== Supplied data ==
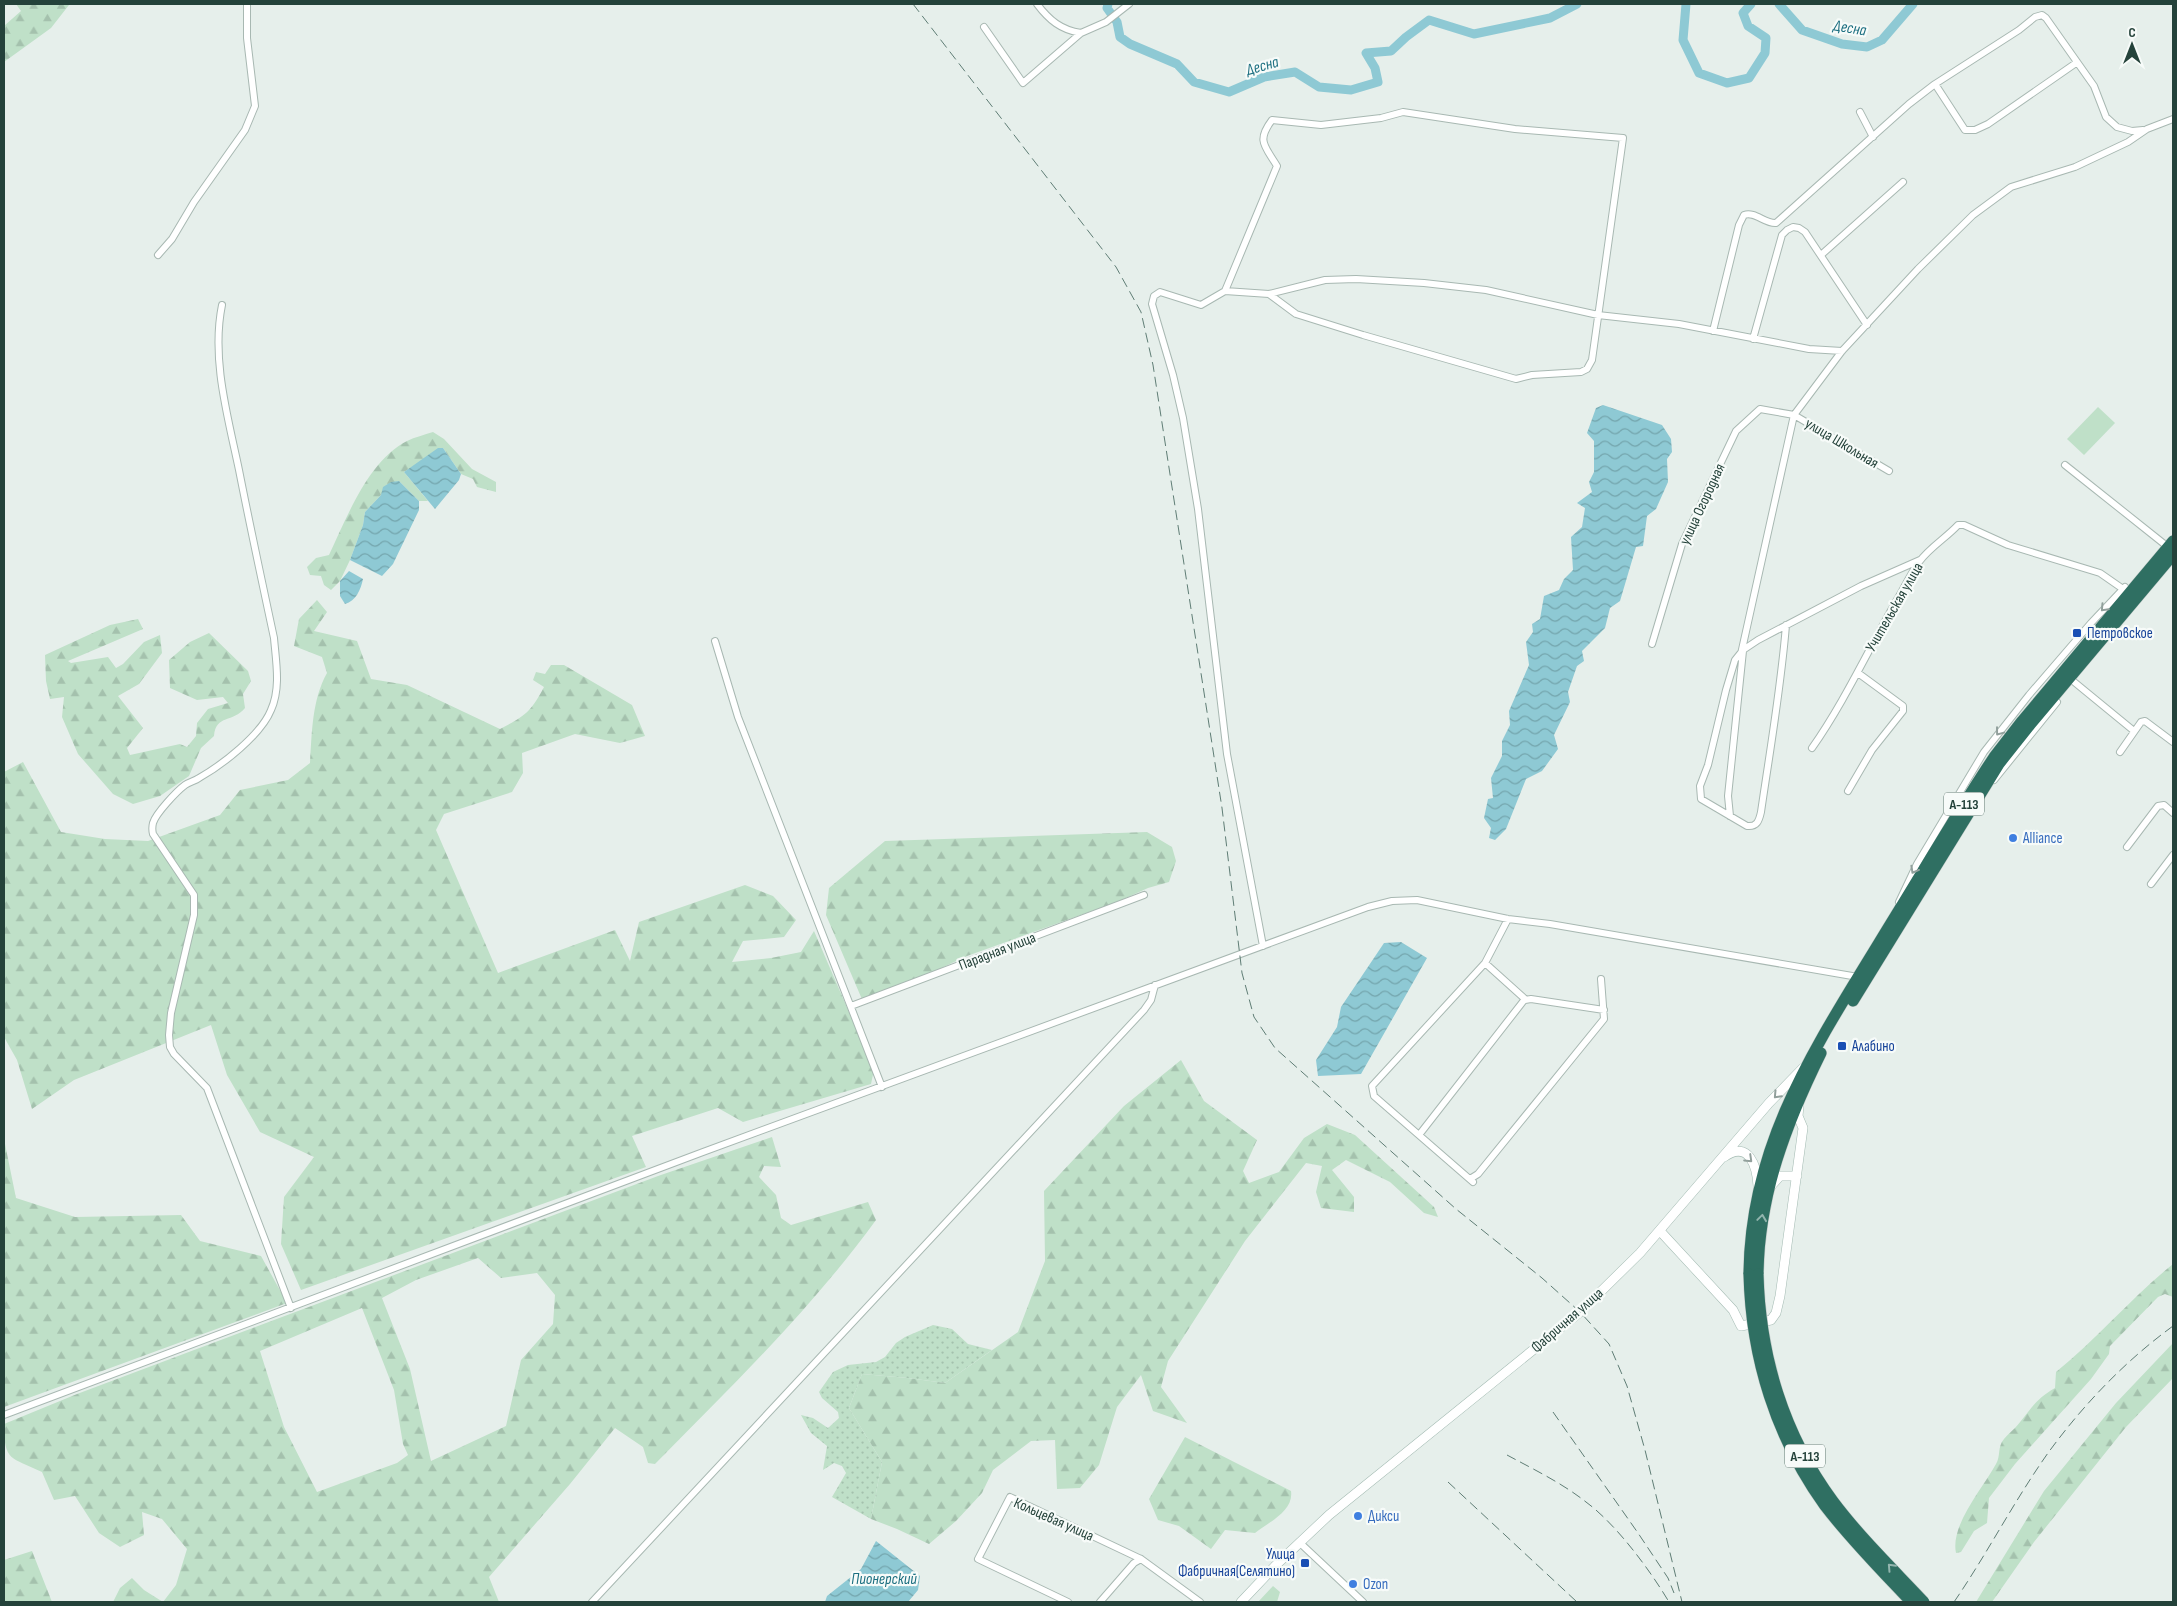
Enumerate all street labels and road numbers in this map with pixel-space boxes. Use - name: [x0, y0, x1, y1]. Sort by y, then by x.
- street label: улица Школьная: [1801, 414, 1882, 473]
- street label: улица Огородная: [1675, 460, 1730, 548]
- street label: Учительская улица: [1861, 559, 1928, 655]
- road number: А-113: [1944, 792, 1984, 816]
- street label: Парадная улица: [956, 928, 1039, 975]
- street label: Фабричная улица: [1527, 1284, 1607, 1357]
- road number: А-113: [1785, 1444, 1825, 1468]
- street label: Кольцевая улица: [1011, 1493, 1097, 1546]

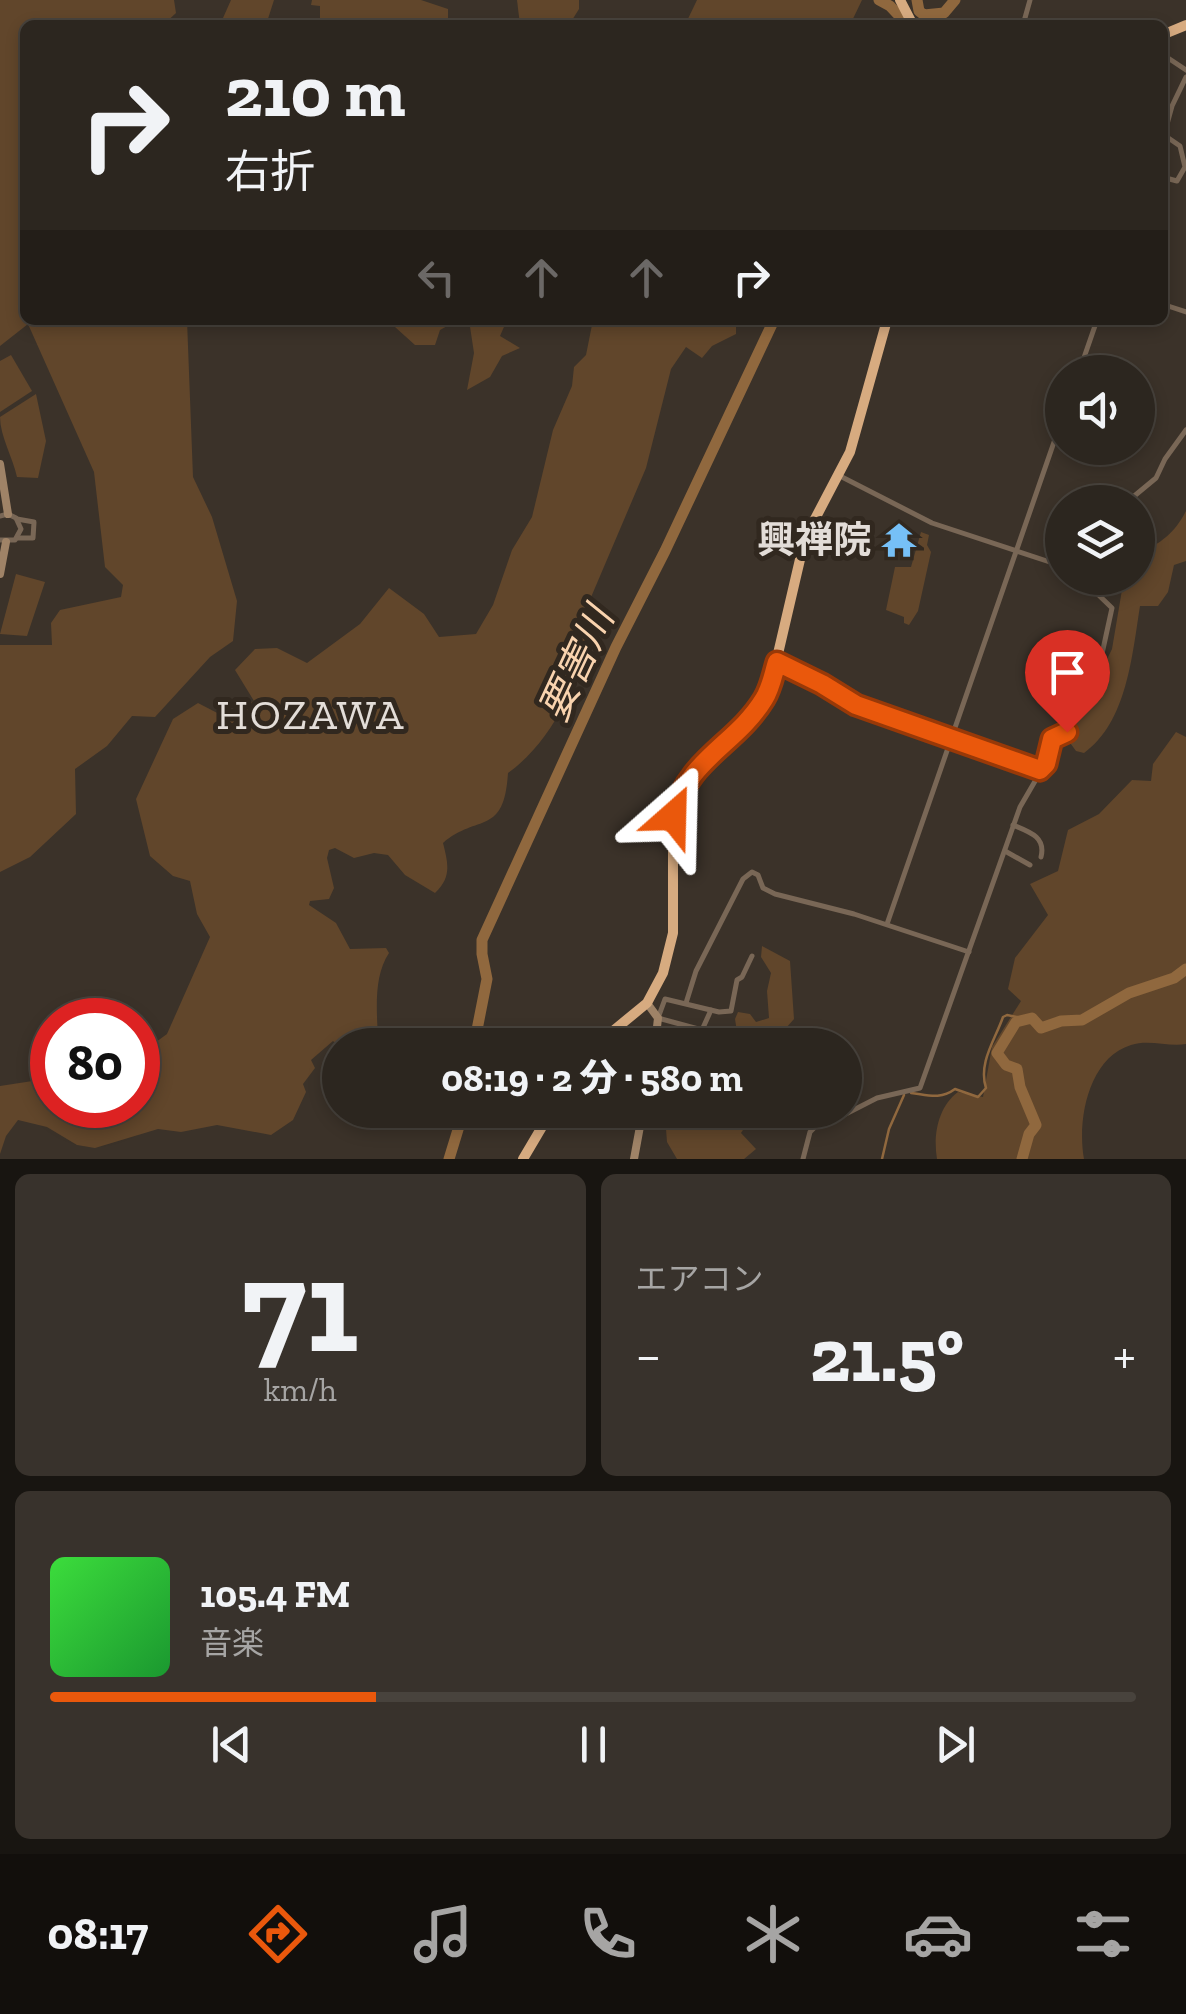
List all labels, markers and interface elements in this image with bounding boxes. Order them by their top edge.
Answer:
text: 210 m [225,50,406,134]
icon: right [60,60,190,190]
text: 右折 [225,145,315,199]
icon: left [409,250,464,305]
icon: ahead [514,250,569,305]
icon: ahead [619,250,674,305]
icon: right [724,250,779,305]
map controls [1045,355,1155,595]
button: sound [1045,355,1155,465]
button: layers [1045,485,1155,595]
place label: 興禅院 [757,517,871,563]
temple icon: 興禅院 [880,521,918,559]
water label: 要害川 [529,596,625,729]
pin [1025,630,1110,733]
icon: arrive [1040,645,1095,700]
district label: HOZAWA [216,689,406,740]
position arrow [621,764,725,868]
speed limit sign: 80 [30,998,160,1128]
text: 08:19 · 2 分 · 580 m [441,1055,743,1101]
text: 71 [242,1228,359,1384]
text: エアコン [636,1260,764,1298]
text: 21.5° [810,1310,964,1400]
text: − [636,1322,661,1388]
text: + [1113,1322,1136,1388]
text: km/h [264,1371,337,1409]
text: 105.4 FM [200,1571,350,1617]
text: 音楽 [200,1624,264,1662]
icon: previous [204,1717,259,1772]
icon: pause [566,1717,621,1772]
icon: next [928,1717,983,1772]
icon: directions [243,1899,313,1969]
icon: music [408,1899,478,1969]
icon: phone [573,1899,643,1969]
icon: climate [738,1899,808,1969]
icon: car [903,1899,973,1969]
icon: filters [1068,1899,1138,1969]
text: 08:17 [48,1907,148,1961]

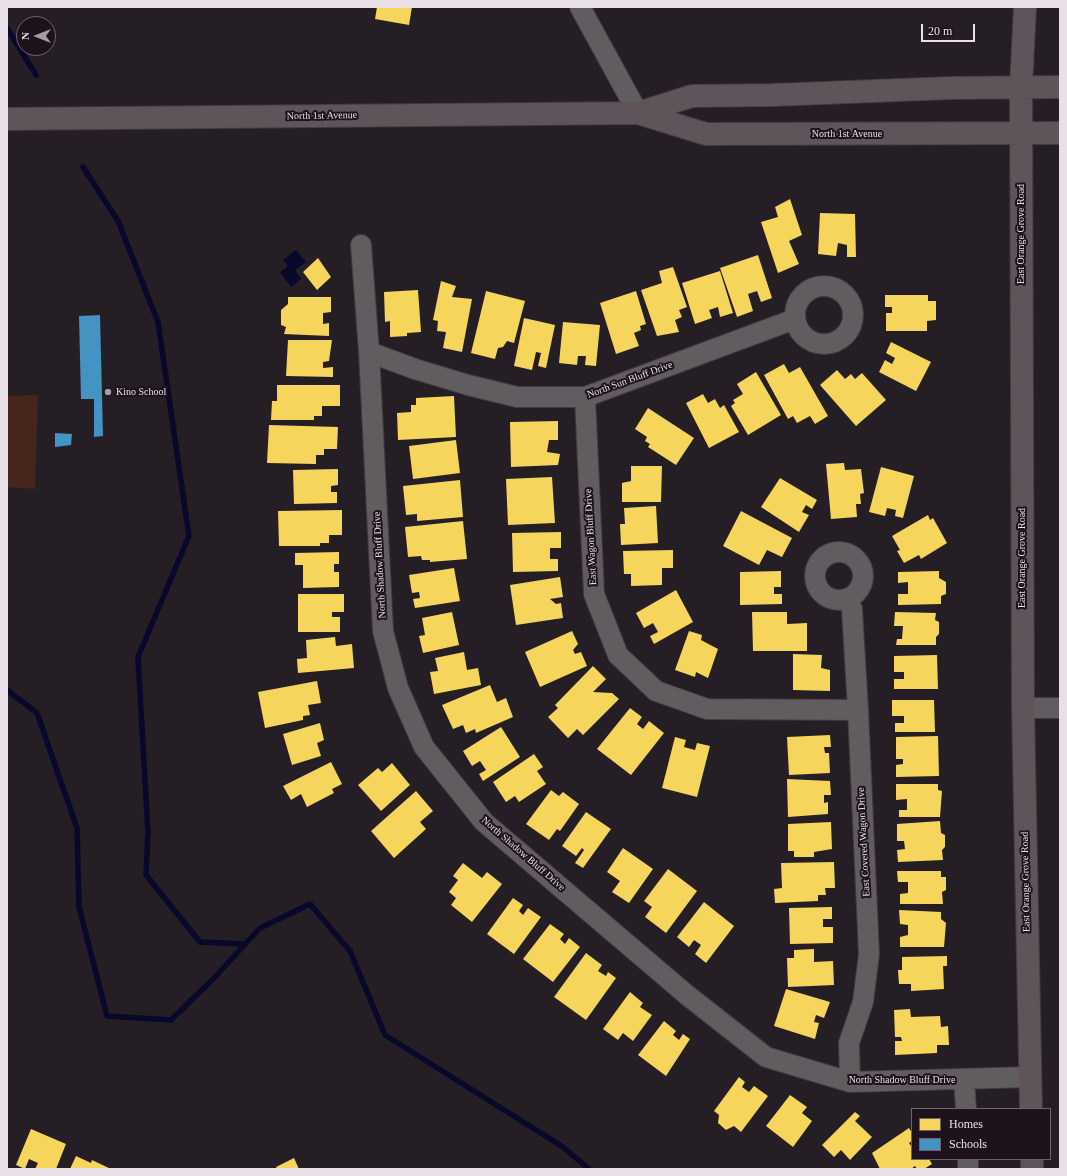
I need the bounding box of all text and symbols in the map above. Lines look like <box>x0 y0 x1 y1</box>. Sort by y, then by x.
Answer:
north arrow <box>16 16 56 56</box>
scale bar <box>923 16 977 42</box>
text: 20 m <box>928 24 952 38</box>
text: N <box>19 32 31 40</box>
street label: North 1st Avenue <box>287 109 357 123</box>
street label: North 1st Avenue <box>812 128 882 140</box>
street label: East Orange Grove Road <box>1015 184 1027 284</box>
street label: North Sun Bluff Drive <box>586 359 674 401</box>
place label: Kino School <box>116 386 166 398</box>
marker: Kino School <box>103 387 113 397</box>
street label: East Wagon Bluff Drive <box>582 489 600 585</box>
street label: East Orange Grove Road <box>1016 508 1028 608</box>
street label: North Shadow Bluff Drive <box>371 511 389 619</box>
street label: East Covered Wagon Drive <box>855 787 873 897</box>
street label: North Shadow Bluff Drive <box>479 814 567 894</box>
street label: East Orange Grove Road <box>1019 832 1033 932</box>
street label: North Shadow Bluff Drive <box>849 1074 955 1086</box>
legend <box>911 1108 1051 1160</box>
text: Homes <box>949 1117 983 1131</box>
text: Schools <box>949 1137 987 1151</box>

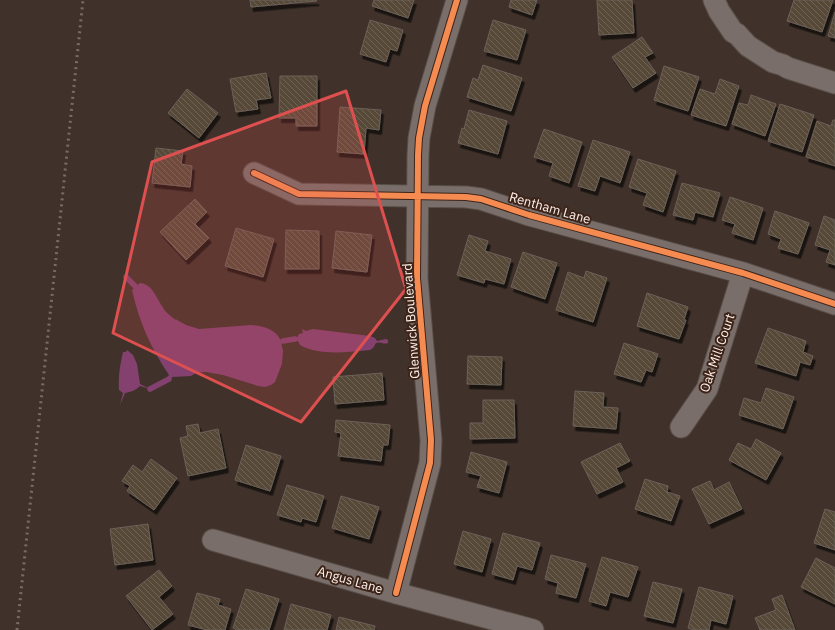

== What you will do ==
Whenever the string "bounding" shows up in a line above, copy that line.

== Result ==
List all labels, markers and interface elements in this image with bounding boxes. Order them by their top edge.
I need the bounding box of all text and symbols in the map above. Lines look like <box>x0 y0 x1 y1</box>. Sort by y, then by x.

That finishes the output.